Aim of the exercise: Report each line from the data below that holds the word "main".

Stored data:
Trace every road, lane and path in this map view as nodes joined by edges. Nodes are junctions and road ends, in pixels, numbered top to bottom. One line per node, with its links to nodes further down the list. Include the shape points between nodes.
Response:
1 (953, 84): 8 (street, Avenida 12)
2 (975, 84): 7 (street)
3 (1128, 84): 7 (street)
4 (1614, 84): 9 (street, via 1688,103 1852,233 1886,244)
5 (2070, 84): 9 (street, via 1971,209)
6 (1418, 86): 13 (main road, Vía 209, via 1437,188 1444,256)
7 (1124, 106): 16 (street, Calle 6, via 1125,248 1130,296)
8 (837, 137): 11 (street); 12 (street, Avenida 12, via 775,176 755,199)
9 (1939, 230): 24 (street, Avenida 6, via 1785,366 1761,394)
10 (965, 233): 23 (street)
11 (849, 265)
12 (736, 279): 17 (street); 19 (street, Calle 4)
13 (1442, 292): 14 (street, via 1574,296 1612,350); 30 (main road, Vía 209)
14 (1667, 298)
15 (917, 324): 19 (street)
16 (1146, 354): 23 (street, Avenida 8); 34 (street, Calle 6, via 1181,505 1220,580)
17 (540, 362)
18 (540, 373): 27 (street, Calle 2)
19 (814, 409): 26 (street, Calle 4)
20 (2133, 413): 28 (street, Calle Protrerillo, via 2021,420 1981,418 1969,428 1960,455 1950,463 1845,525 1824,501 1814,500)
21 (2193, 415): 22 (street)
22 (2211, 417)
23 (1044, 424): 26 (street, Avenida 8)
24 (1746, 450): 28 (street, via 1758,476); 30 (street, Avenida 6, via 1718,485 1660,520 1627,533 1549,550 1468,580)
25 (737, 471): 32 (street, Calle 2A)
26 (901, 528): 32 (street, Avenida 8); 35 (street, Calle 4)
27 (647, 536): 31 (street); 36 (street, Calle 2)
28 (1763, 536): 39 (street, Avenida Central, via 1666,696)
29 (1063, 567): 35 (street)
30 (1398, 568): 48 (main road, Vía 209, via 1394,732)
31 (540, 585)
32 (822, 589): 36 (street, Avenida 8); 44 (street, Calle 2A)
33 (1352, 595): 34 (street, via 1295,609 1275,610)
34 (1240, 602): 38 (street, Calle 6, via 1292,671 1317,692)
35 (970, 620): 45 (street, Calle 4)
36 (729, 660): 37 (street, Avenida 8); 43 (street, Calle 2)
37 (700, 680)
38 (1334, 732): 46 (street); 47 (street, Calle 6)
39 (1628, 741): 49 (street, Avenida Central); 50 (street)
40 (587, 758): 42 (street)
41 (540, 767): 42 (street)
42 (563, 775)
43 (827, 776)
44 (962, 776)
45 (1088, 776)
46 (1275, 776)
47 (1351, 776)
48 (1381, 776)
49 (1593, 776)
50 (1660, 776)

Written response:
6 (1418, 86): 13 (main road, Vía 209, via 1437,188 1444,256)
13 (1442, 292): 14 (street, via 1574,296 1612,350); 30 (main road, Vía 209)
30 (1398, 568): 48 (main road, Vía 209, via 1394,732)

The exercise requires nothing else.